WORK ITEM - Reproduce the records without their pictures, keeping every word as it is.

[Saved entries]
- - -

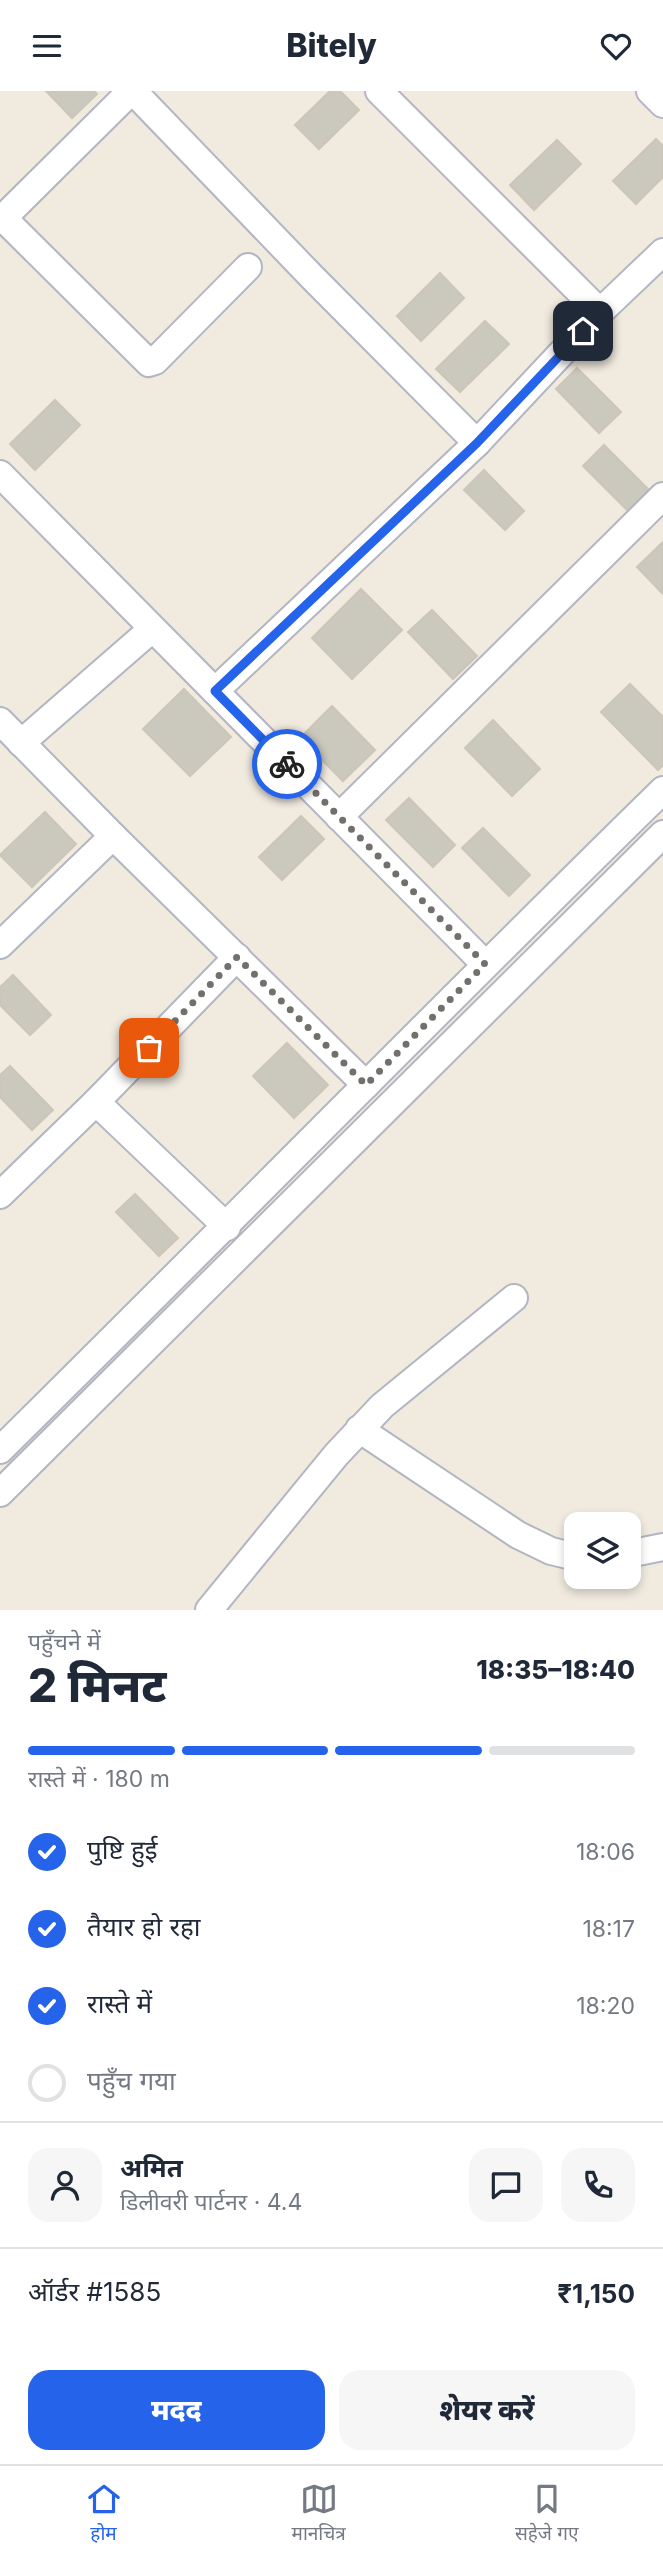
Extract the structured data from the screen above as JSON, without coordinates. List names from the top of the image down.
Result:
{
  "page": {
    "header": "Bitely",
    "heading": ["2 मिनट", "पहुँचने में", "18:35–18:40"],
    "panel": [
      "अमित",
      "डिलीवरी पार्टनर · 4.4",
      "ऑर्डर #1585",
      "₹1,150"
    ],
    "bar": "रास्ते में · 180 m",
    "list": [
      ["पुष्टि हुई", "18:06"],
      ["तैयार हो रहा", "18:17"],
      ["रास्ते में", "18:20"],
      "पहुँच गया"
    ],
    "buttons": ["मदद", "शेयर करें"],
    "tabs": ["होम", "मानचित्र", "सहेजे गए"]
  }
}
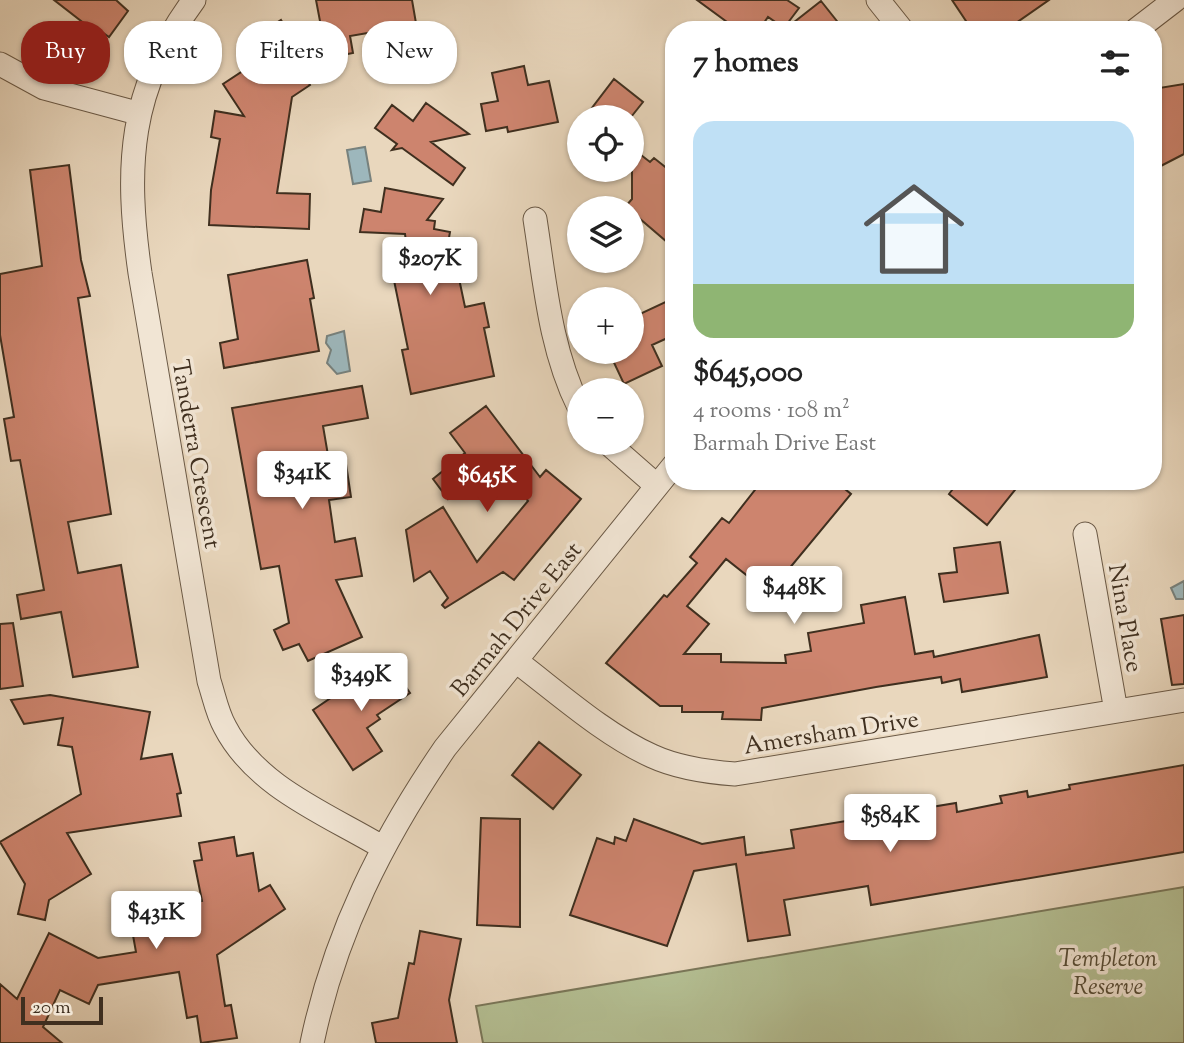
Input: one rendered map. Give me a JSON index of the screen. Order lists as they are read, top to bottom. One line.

- - -

WRITTEN ANSWER -
Extract the structured data from the screen above as JSON, without coordinates. List names from the top of the image down.
Result:
{
  "page": {
    "header": "Bitely",
    "heading": ["2 मिनट", "पहुँचने में", "18:35–18:40"],
    "panel": [
      "अमित",
      "डिलीवरी पार्टनर · 4.4",
      "ऑर्डर #1585",
      "₹1,150"
    ],
    "bar": "रास्ते में · 180 m",
    "list": [
      ["पुष्टि हुई", "18:06"],
      ["तैयार हो रहा", "18:17"],
      ["रास्ते में", "18:20"],
      "पहुँच गया"
    ],
    "buttons": ["मदद", "शेयर करें"],
    "tabs": ["होम", "मानचित्र", "सहेजे गए"]
  }
}
Input: one rendered map. Give me a JSON index of the screen. Order lists as they are read, top to bottom. One line.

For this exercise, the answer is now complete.